_Material provided_
========================================

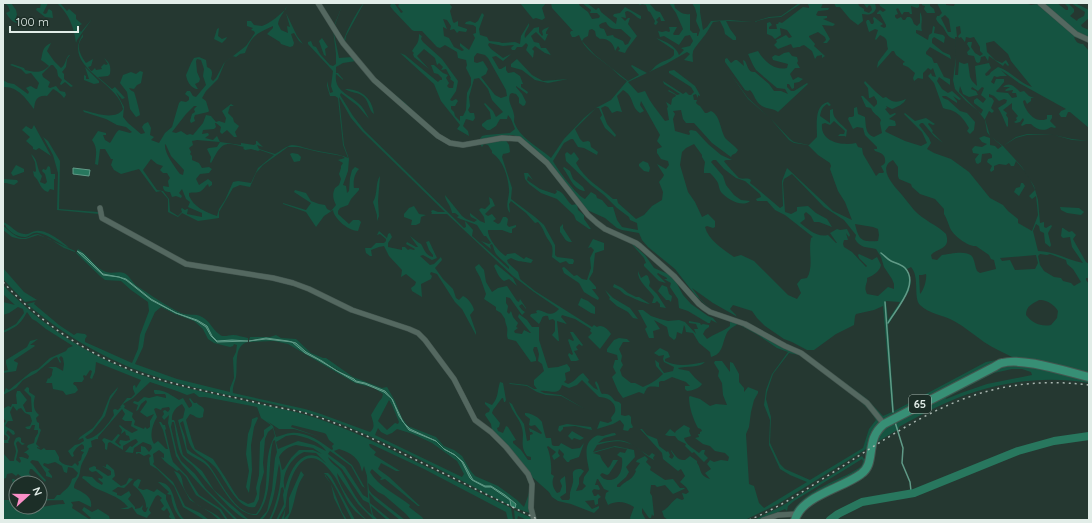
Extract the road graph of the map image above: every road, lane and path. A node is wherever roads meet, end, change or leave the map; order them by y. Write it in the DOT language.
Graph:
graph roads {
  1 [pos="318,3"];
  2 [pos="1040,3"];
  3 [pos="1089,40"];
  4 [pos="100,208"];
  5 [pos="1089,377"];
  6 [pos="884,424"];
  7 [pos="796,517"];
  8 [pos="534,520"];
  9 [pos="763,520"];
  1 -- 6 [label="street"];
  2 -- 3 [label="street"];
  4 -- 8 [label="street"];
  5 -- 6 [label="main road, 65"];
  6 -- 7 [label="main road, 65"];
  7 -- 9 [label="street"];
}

========================================

Transcribe the material as is, with images omitted.

_Reply_
Extract the road graph of the map image above: every road, lane and path. A node is wherever roads meet, end, change or leave the map; order them by y. Write it in the DOT language.
Graph:
graph roads {
  1 [pos="318,3"];
  2 [pos="1040,3"];
  3 [pos="1089,40"];
  4 [pos="100,208"];
  5 [pos="1089,377"];
  6 [pos="884,424"];
  7 [pos="796,517"];
  8 [pos="534,520"];
  9 [pos="763,520"];
  1 -- 6 [label="street"];
  2 -- 3 [label="street"];
  4 -- 8 [label="street"];
  5 -- 6 [label="main road, 65"];
  6 -- 7 [label="main road, 65"];
  7 -- 9 [label="street"];
}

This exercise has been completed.